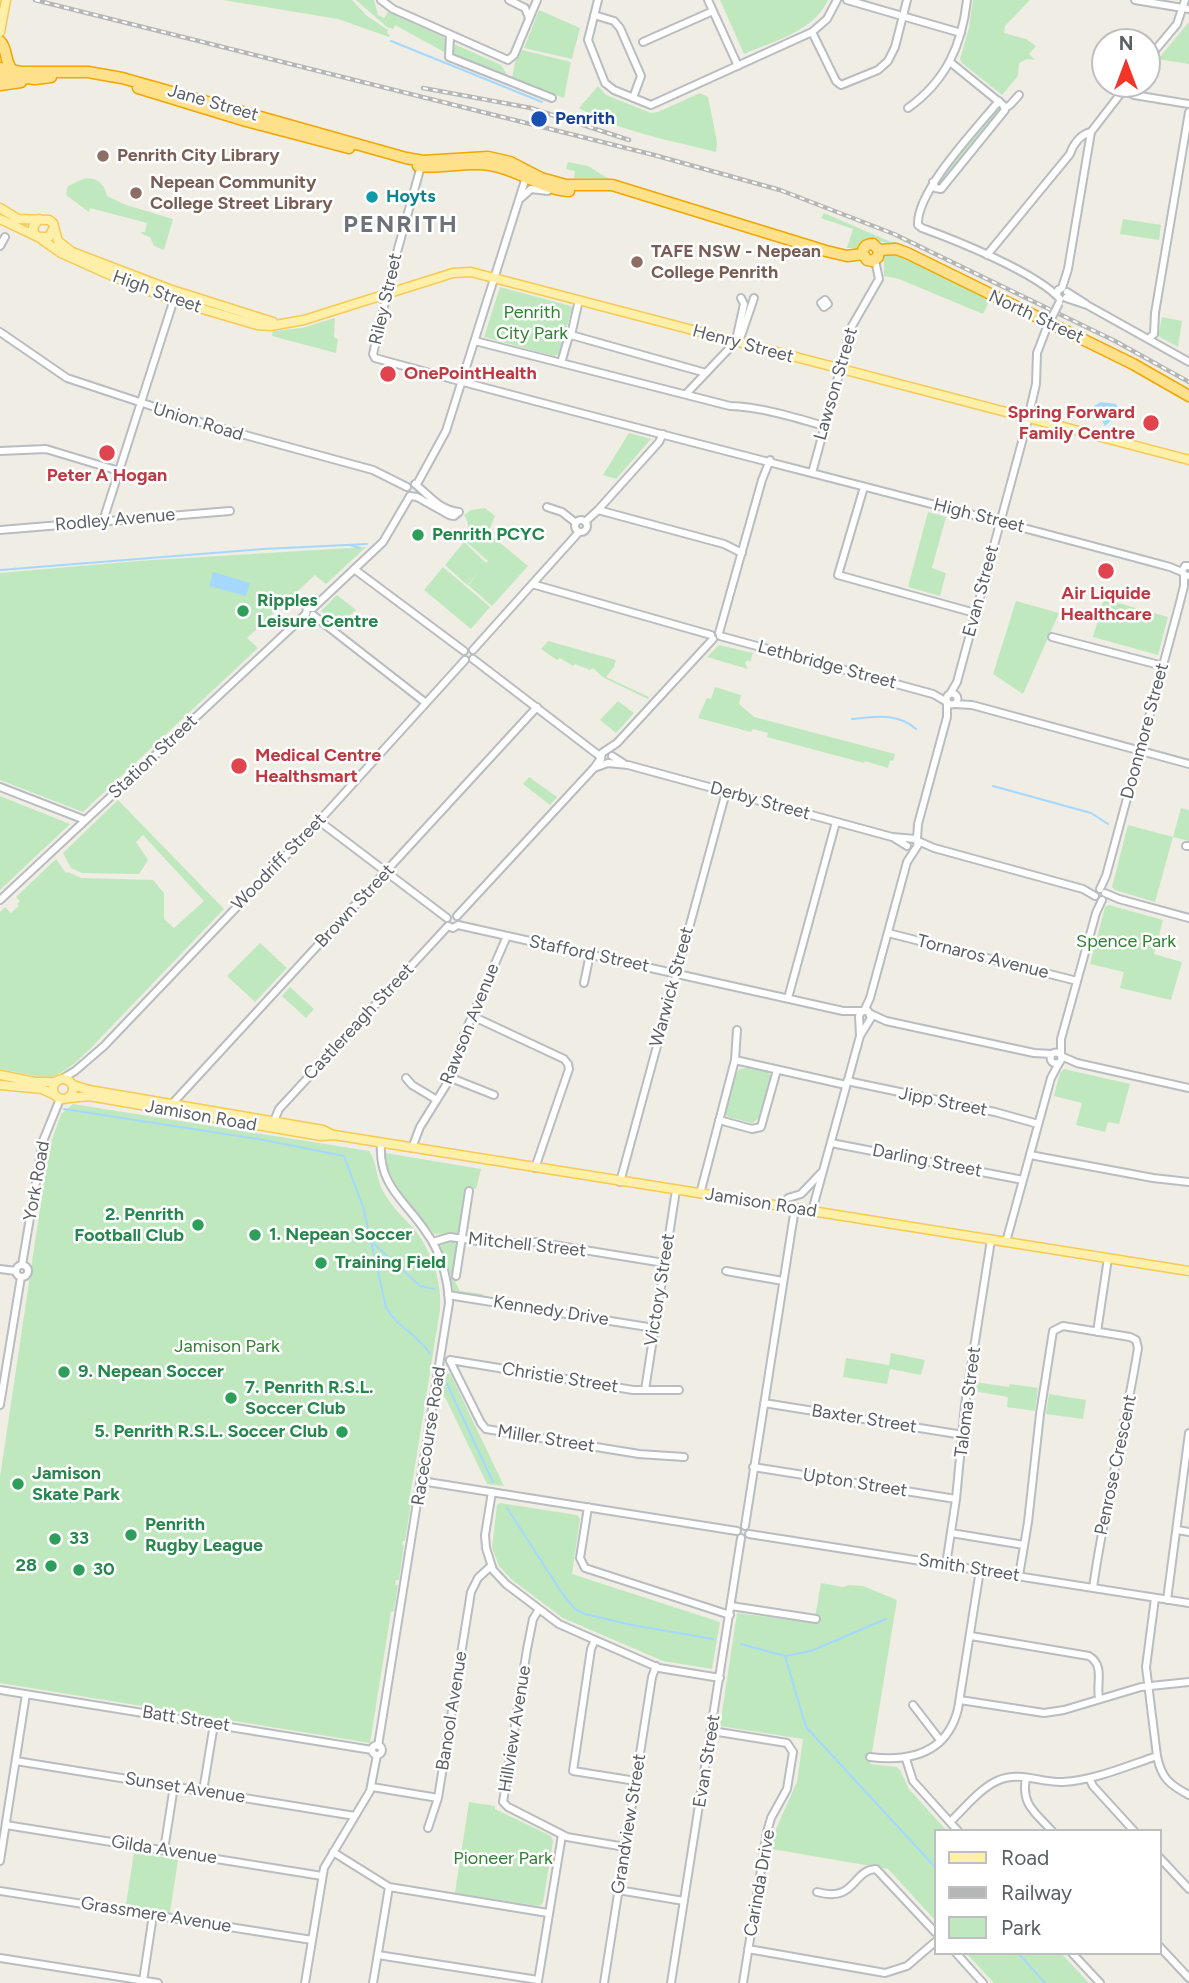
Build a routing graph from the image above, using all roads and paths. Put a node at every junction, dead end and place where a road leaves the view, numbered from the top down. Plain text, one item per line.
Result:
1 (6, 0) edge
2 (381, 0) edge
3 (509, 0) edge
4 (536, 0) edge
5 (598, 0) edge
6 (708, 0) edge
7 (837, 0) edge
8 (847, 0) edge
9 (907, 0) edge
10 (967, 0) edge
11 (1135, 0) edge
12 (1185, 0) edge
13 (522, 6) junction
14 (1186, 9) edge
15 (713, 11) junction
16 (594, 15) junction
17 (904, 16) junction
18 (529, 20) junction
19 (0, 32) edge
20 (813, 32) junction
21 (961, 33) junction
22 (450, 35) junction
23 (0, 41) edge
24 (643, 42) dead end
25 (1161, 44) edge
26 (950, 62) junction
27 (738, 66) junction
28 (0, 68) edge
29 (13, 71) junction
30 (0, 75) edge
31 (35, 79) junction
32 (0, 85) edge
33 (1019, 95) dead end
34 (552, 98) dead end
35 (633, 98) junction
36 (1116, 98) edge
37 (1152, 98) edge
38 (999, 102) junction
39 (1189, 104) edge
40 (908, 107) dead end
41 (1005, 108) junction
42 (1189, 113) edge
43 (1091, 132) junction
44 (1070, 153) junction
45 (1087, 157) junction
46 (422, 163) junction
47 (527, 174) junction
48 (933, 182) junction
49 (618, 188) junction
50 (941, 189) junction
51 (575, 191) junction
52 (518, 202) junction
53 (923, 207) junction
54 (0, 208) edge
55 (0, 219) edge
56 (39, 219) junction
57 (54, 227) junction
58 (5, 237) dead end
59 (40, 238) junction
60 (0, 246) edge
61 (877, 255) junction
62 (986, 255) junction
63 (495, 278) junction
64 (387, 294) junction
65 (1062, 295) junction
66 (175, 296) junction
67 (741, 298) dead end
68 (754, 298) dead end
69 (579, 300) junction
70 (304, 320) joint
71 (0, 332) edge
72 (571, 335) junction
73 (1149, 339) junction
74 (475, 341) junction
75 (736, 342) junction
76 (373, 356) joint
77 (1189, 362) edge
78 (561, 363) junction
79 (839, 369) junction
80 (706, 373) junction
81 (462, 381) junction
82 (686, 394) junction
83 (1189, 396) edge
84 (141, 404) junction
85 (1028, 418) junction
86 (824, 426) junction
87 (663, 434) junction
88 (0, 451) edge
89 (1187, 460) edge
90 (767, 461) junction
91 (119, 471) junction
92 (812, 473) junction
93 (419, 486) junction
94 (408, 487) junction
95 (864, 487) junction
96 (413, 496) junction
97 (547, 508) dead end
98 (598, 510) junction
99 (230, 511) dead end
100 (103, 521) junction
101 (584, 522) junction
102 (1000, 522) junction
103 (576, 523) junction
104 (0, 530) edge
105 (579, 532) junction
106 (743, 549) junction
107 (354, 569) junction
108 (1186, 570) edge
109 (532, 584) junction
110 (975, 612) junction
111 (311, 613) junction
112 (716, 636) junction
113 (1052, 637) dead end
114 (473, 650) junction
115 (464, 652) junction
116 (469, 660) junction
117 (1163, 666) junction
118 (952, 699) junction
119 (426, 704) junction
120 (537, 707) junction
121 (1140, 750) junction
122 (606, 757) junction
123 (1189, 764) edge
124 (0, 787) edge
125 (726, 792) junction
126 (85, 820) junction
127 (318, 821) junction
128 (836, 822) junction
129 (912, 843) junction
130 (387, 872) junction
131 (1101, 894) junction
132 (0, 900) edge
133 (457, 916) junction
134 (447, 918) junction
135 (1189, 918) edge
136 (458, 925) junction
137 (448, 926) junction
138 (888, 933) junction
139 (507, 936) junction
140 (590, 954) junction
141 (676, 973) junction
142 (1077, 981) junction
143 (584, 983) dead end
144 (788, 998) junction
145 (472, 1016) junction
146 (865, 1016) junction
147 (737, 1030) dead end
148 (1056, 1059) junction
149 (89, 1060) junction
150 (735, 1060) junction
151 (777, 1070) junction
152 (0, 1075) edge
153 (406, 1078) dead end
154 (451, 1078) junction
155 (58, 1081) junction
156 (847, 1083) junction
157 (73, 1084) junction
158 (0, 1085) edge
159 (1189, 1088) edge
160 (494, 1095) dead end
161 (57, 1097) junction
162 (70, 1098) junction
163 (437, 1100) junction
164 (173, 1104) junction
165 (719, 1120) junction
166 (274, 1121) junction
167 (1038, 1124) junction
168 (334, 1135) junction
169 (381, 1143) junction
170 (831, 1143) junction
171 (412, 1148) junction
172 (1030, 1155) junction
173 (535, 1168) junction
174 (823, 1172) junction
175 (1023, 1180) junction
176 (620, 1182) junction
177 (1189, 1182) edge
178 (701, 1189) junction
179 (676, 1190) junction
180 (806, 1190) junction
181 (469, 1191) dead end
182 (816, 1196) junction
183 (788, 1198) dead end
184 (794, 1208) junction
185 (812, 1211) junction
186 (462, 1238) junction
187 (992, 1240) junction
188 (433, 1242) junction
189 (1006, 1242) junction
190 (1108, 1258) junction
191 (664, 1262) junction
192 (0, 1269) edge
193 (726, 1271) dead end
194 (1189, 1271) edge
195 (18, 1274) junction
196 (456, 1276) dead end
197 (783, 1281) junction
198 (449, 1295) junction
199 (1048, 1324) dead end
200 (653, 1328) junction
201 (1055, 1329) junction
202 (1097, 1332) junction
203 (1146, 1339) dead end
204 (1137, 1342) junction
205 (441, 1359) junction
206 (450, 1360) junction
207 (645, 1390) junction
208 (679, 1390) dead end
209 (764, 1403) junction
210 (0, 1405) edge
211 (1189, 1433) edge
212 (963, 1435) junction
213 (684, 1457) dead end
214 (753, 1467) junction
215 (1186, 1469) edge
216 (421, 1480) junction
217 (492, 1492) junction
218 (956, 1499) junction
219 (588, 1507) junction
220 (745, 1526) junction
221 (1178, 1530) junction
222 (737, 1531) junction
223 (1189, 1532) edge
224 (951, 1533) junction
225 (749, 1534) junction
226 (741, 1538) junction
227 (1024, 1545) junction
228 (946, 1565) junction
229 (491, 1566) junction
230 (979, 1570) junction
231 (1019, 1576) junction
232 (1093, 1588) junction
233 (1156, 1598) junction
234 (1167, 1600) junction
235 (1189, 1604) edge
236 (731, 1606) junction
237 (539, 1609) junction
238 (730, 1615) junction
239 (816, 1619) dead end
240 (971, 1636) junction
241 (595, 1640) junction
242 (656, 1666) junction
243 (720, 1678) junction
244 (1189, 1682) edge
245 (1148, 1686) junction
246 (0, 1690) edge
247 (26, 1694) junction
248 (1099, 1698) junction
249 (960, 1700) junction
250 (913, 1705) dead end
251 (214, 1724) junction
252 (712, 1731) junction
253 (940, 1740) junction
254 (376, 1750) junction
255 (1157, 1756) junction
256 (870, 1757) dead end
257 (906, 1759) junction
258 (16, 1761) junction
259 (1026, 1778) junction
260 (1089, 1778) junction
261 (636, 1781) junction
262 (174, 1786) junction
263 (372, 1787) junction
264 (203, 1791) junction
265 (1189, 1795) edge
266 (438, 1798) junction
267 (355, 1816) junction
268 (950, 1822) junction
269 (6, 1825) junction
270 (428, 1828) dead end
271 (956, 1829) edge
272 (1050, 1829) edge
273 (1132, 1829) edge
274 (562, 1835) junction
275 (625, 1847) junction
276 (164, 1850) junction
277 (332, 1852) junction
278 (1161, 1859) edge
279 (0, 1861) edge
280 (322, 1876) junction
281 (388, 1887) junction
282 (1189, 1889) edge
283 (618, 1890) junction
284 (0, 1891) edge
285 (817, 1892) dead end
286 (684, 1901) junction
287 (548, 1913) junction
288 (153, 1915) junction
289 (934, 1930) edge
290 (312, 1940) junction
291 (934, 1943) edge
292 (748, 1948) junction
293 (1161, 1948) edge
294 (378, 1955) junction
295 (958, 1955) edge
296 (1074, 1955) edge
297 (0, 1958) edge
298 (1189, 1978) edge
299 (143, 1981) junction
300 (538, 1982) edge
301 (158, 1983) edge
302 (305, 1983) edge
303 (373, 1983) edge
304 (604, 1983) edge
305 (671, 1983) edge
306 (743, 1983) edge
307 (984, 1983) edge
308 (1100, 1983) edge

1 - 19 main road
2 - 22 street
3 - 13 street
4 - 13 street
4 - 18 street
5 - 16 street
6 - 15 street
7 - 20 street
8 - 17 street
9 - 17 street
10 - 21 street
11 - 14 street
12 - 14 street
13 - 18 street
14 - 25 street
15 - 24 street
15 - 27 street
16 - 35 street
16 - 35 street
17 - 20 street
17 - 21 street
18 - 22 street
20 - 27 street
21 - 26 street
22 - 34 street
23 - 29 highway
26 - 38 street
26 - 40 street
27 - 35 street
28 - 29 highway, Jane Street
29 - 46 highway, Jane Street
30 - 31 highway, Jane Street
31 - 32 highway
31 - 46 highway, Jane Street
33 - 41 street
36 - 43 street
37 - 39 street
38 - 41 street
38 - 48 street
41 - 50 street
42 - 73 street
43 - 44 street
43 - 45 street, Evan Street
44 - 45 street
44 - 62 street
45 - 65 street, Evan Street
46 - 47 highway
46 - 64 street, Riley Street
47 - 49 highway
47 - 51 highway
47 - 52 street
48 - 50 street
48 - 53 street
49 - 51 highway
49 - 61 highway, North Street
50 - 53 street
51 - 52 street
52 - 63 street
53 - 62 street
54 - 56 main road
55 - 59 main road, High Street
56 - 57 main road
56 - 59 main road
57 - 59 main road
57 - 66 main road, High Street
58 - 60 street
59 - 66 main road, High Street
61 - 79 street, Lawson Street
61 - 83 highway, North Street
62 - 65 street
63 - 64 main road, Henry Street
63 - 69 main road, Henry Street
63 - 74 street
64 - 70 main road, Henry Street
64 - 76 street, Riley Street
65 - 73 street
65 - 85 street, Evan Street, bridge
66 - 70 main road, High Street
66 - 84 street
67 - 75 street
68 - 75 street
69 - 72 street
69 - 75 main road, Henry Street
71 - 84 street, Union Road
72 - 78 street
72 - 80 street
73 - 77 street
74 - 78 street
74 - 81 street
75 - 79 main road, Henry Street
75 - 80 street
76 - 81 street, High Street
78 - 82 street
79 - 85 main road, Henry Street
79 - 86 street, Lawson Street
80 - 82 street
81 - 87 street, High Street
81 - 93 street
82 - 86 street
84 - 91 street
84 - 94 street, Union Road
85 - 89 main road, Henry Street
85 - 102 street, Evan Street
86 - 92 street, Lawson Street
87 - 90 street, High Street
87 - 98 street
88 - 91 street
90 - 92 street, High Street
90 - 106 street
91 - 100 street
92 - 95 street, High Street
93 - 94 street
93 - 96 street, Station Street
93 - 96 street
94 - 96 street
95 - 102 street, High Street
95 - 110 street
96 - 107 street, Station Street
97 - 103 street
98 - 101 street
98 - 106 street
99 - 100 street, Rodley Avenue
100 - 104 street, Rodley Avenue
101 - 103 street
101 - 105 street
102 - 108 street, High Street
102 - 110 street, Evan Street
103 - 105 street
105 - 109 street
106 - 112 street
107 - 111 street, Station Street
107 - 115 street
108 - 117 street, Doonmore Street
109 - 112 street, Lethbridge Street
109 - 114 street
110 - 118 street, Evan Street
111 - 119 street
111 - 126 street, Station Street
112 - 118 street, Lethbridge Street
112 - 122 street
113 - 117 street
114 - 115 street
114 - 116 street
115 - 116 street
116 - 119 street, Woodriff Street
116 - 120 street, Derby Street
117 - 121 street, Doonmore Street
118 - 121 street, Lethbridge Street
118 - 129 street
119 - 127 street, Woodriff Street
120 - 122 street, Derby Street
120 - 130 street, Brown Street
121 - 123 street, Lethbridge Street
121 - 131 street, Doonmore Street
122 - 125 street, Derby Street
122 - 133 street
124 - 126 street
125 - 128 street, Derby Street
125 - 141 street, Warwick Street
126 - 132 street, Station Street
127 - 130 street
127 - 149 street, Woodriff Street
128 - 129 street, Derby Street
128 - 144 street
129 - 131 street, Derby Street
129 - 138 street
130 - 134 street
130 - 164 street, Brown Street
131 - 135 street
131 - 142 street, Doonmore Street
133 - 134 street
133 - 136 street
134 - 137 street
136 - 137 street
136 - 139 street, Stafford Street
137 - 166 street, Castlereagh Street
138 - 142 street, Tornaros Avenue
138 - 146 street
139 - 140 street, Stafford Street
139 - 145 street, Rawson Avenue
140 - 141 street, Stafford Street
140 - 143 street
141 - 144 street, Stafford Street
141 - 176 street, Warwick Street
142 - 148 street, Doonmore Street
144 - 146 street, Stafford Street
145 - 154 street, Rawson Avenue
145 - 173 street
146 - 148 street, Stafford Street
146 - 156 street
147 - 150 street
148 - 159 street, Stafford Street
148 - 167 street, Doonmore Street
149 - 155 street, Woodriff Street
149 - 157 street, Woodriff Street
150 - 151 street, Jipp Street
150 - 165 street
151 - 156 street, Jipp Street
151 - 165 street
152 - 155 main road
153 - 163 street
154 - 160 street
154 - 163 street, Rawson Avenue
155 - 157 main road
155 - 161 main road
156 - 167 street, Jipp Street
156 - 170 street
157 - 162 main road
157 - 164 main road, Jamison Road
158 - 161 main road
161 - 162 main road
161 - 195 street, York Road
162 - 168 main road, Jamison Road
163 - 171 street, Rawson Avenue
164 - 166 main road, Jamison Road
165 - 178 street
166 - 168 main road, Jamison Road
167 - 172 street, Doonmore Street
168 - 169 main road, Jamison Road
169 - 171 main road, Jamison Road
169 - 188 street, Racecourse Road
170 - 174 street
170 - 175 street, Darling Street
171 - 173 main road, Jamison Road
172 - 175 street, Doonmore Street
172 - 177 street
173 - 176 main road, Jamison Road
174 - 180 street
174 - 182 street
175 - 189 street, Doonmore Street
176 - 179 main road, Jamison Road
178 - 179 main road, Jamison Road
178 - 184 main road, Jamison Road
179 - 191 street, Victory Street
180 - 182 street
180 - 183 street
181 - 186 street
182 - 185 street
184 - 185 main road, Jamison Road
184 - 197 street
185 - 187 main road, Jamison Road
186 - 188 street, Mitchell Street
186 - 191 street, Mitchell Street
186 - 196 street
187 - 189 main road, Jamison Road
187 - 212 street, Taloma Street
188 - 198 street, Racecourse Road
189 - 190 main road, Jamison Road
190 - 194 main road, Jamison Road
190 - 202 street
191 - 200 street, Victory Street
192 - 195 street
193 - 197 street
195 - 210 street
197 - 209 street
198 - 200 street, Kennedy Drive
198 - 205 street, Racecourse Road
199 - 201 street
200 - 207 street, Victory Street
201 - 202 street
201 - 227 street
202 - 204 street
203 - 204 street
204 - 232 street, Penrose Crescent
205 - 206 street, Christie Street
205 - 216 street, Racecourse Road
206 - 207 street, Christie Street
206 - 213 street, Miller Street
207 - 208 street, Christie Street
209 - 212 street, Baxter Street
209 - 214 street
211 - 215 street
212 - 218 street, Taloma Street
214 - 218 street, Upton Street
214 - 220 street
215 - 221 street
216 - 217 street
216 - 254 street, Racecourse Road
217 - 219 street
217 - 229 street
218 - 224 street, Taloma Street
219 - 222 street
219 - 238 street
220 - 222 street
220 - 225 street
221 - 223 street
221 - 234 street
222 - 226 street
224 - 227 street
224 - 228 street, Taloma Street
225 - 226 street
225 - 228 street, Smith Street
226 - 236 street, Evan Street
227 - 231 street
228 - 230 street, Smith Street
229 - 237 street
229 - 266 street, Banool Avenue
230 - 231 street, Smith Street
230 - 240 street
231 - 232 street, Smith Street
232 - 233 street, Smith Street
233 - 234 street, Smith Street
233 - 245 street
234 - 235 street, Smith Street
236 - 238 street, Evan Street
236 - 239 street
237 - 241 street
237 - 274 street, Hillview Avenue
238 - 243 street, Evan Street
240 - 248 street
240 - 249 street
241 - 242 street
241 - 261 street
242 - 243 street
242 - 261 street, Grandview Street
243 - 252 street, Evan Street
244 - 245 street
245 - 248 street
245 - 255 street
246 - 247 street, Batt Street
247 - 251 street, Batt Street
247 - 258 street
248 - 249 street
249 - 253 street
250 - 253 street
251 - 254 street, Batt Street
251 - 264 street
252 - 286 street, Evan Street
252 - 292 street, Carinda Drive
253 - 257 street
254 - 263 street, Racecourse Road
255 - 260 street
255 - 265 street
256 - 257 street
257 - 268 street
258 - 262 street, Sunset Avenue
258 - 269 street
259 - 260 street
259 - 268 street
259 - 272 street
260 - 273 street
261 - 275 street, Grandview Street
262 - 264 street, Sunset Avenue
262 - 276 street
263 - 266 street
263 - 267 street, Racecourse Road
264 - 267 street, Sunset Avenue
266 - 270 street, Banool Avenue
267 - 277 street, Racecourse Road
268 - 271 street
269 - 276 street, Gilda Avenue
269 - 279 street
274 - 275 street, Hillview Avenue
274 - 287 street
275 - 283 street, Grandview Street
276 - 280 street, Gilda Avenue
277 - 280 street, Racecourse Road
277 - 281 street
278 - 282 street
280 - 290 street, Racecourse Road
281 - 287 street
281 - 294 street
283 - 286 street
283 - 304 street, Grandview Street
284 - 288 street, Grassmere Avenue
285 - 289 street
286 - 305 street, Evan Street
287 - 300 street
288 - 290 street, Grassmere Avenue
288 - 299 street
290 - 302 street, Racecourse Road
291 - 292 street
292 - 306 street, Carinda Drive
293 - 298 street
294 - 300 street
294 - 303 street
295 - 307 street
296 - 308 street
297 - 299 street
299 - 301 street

:: Exercise aim ::
Search the listing above for "North" and copy every line that holds it.

:: Solution ::
49 - 61 highway, North Street
61 - 83 highway, North Street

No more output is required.